[SUPPLIED INFORMATION]

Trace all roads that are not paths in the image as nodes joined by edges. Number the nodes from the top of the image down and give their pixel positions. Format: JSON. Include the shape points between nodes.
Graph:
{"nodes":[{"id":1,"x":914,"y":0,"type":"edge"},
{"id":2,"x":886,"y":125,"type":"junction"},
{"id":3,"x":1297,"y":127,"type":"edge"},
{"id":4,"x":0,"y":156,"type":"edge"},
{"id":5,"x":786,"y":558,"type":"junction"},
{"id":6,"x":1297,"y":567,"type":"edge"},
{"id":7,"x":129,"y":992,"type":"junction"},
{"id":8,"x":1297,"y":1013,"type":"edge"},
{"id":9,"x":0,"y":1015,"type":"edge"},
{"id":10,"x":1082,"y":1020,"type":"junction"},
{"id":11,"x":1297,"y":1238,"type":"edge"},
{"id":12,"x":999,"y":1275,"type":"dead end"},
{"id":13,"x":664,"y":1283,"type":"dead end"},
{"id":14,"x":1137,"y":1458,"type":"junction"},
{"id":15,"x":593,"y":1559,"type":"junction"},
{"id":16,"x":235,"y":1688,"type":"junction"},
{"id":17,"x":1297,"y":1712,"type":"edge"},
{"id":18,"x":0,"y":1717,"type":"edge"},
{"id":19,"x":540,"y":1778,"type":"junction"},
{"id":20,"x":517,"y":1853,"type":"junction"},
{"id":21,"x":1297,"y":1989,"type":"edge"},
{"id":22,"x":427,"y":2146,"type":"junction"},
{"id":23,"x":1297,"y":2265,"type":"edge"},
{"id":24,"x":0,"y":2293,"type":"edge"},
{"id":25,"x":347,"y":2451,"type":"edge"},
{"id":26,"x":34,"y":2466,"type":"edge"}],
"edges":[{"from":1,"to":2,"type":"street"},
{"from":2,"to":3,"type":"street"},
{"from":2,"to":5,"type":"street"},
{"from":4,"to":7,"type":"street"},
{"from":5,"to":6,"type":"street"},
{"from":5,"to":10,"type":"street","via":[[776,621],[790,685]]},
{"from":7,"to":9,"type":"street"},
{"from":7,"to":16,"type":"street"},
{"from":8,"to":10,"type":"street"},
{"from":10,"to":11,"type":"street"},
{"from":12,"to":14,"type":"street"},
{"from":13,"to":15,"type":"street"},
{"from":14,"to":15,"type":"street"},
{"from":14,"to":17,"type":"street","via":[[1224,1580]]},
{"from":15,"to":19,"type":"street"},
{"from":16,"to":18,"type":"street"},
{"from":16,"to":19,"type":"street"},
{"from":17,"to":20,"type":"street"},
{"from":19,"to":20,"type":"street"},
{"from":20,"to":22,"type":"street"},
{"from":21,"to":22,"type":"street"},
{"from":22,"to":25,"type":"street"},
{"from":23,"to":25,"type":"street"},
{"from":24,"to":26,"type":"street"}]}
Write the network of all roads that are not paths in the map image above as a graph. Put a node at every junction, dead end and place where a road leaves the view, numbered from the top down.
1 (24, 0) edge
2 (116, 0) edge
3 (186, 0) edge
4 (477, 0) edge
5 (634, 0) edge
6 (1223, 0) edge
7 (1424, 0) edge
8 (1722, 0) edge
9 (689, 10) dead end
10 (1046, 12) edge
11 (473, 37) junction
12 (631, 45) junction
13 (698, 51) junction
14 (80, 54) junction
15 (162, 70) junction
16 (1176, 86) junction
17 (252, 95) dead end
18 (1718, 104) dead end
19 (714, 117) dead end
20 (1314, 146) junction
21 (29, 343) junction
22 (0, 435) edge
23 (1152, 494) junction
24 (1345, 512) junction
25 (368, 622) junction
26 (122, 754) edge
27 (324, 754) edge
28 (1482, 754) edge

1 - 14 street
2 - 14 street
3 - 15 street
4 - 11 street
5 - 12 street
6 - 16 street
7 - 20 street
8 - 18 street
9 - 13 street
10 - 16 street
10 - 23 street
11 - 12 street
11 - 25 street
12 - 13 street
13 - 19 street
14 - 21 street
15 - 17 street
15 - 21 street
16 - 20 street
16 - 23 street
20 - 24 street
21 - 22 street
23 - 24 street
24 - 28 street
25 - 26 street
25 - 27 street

[/SUPPLIED INFORMATION]

## EXERCISE GOAL:
Reproduce each line of the records in which the word "nodes" appears.

## ANSWER AREA:
Trace all roads that are not paths in the image as nodes joined by edges. Number the nodes from the top of the image down and give their pixel positions. Format: JSON. Include the shape points between nodes.
{"nodes":[{"id":1,"x":914,"y":0,"type":"edge"},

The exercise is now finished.